Plaza de Santa Maria and other central squares in Tarifa are lined with geometric patterned ceramic benches. The ceramic geometric patterns found on benches, the edges of doors and window along with all decorations all show the Moorish presence. In the Mosques, iconography was not forbidden however it was more typical to see ornamental patterns, geometric, vegetal, animal motif, leaves or palmattes.

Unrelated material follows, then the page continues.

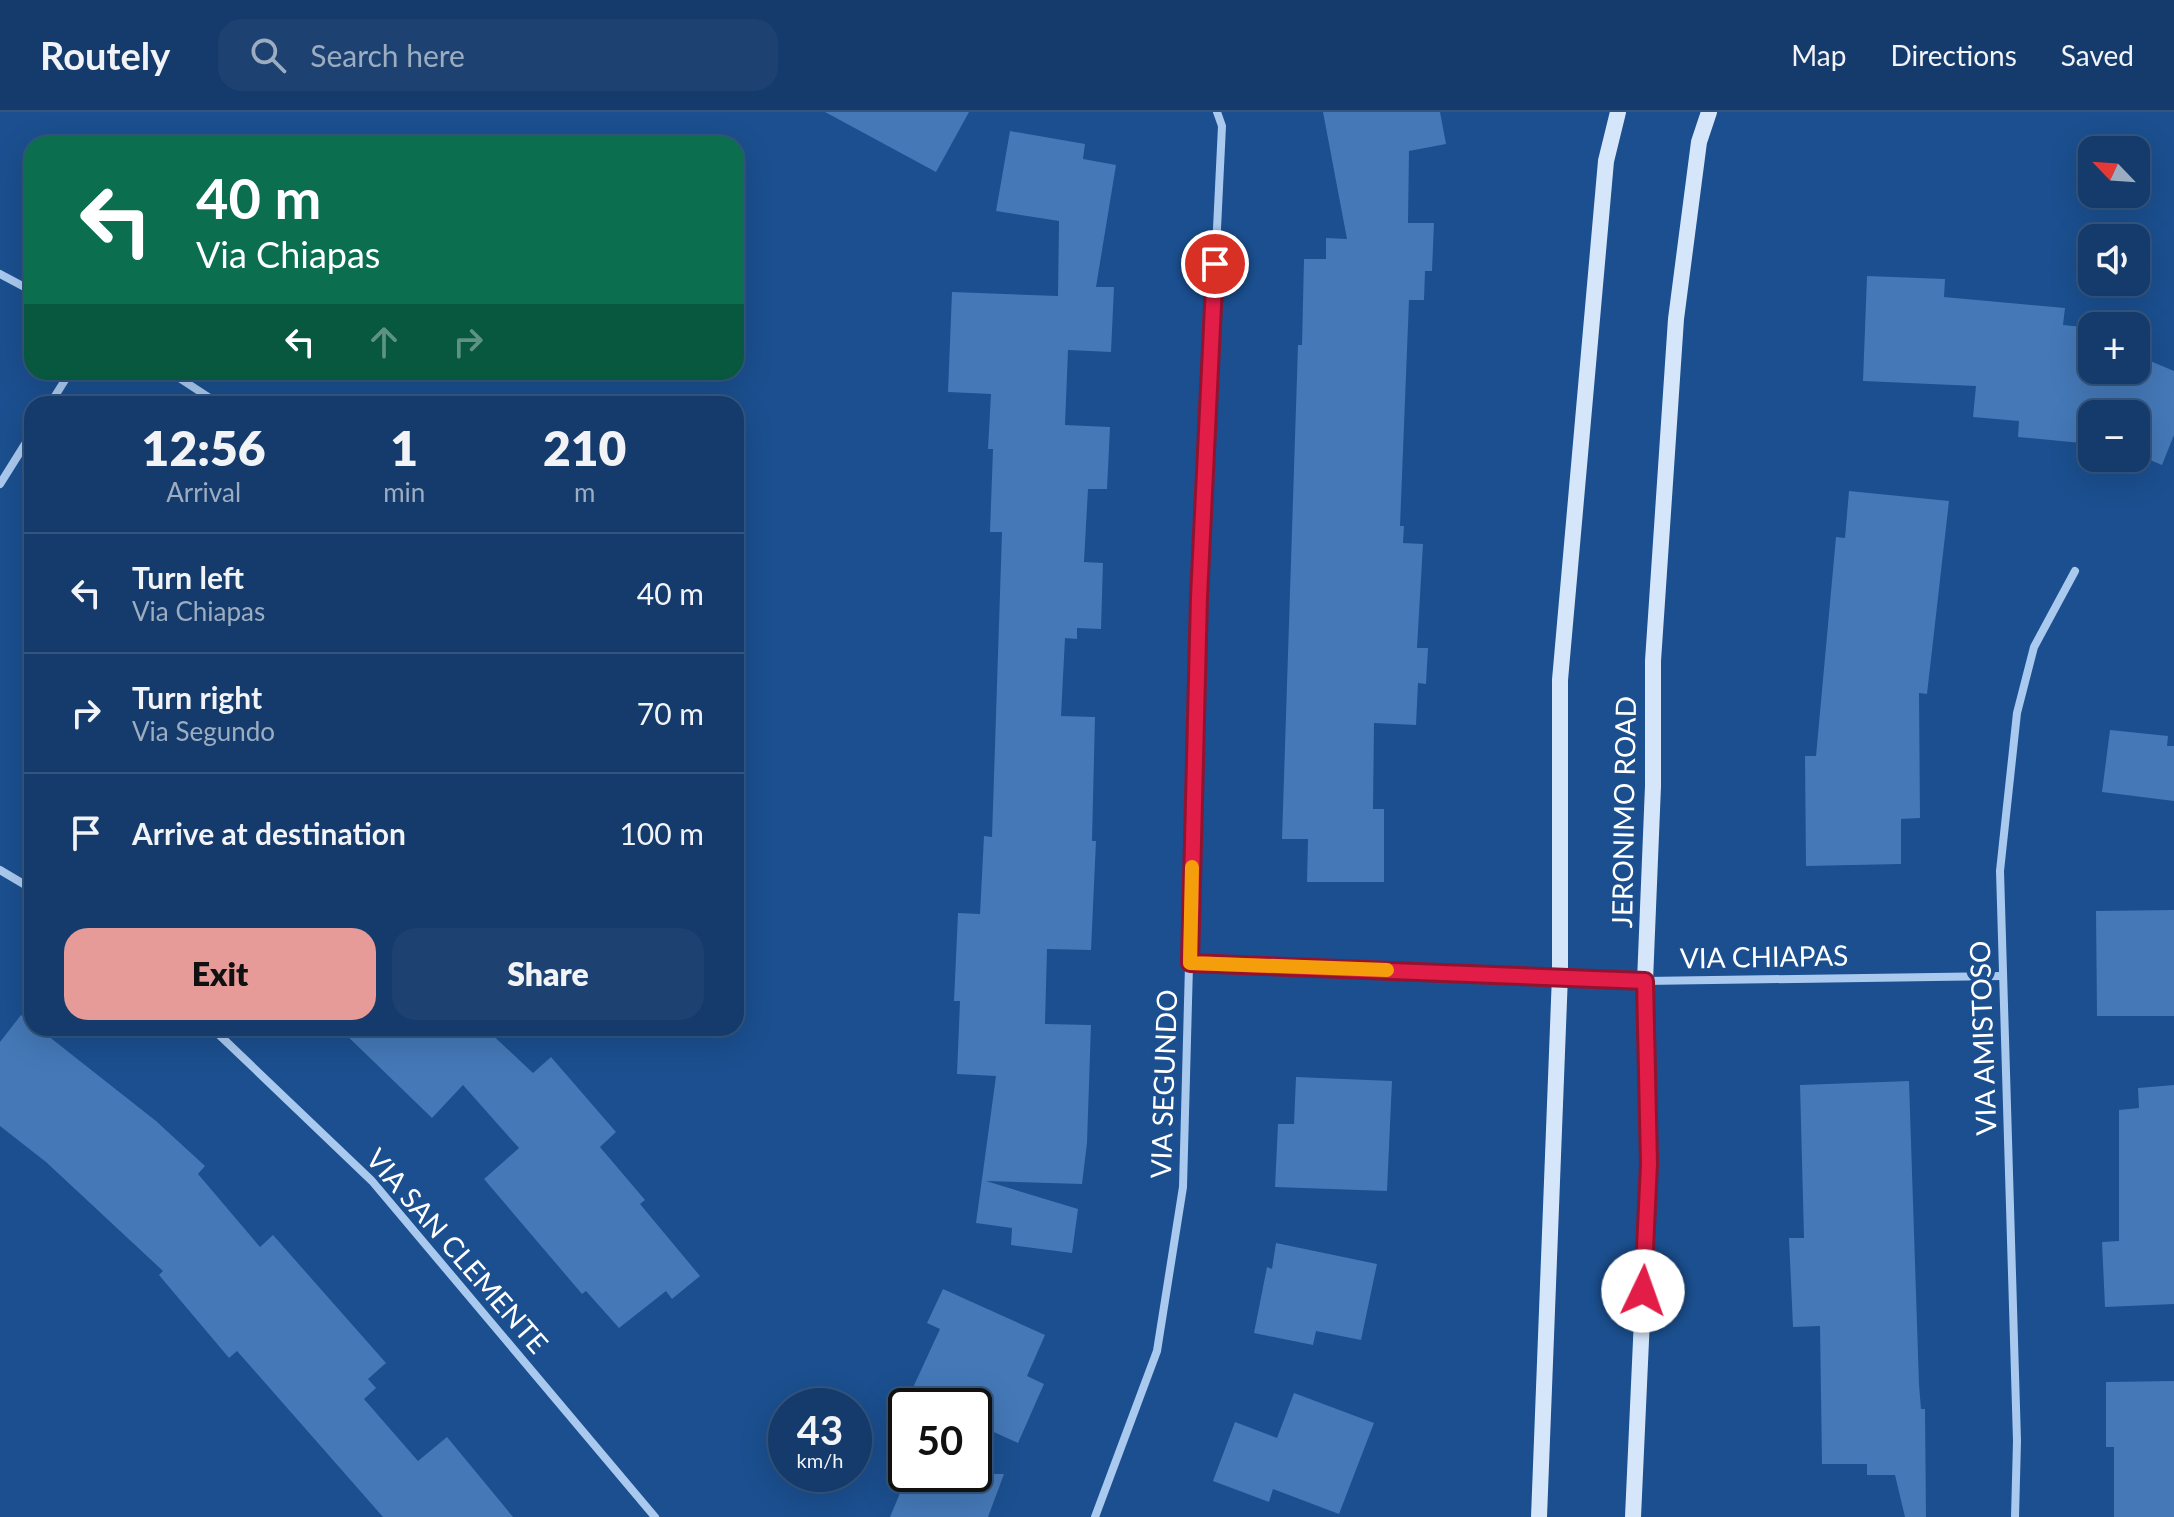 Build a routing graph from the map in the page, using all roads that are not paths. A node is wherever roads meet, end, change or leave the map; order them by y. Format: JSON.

Restaurants with Moroccan Influence
Tarifas cafes and restaurants have a few Moroccan inspired menus. One restaurant known for Moroccan gastronomy and perfect to prepare your taste buds for Tangier is Mandragora. The restaurant serves couscous, arguably the most famous dish in Morocco and a great option for vegetarians. Couscous is served with a choice of meat and vegetables yet also available with only vegetables such as carrots, caramelized onions, potatoes, cabbage, and garbanzo beans. Traditionally, couscous takes up to 4-5 hours to make and it typically eaten on Fridays after prayer and in local villages each evening. Popular ways to eat couscous is with lamb, beef, or chicken. Couscous is traditionally flavored with Moroccan spices such as Ras el hanout, Cumin and some recipes include cinnamon.
Other Moroccan items on Mandragora’s menu are kefta (beef) and tajine. Tajine by itself is not a meal but rather refers to the cone shaped lid where an appetizing stew made with vegetables, fish, or meat is cooked. It is common to enjoy a steaming cup of mint tea after your meal. (c/ Independencia, 3; +34 956 68 12 91 )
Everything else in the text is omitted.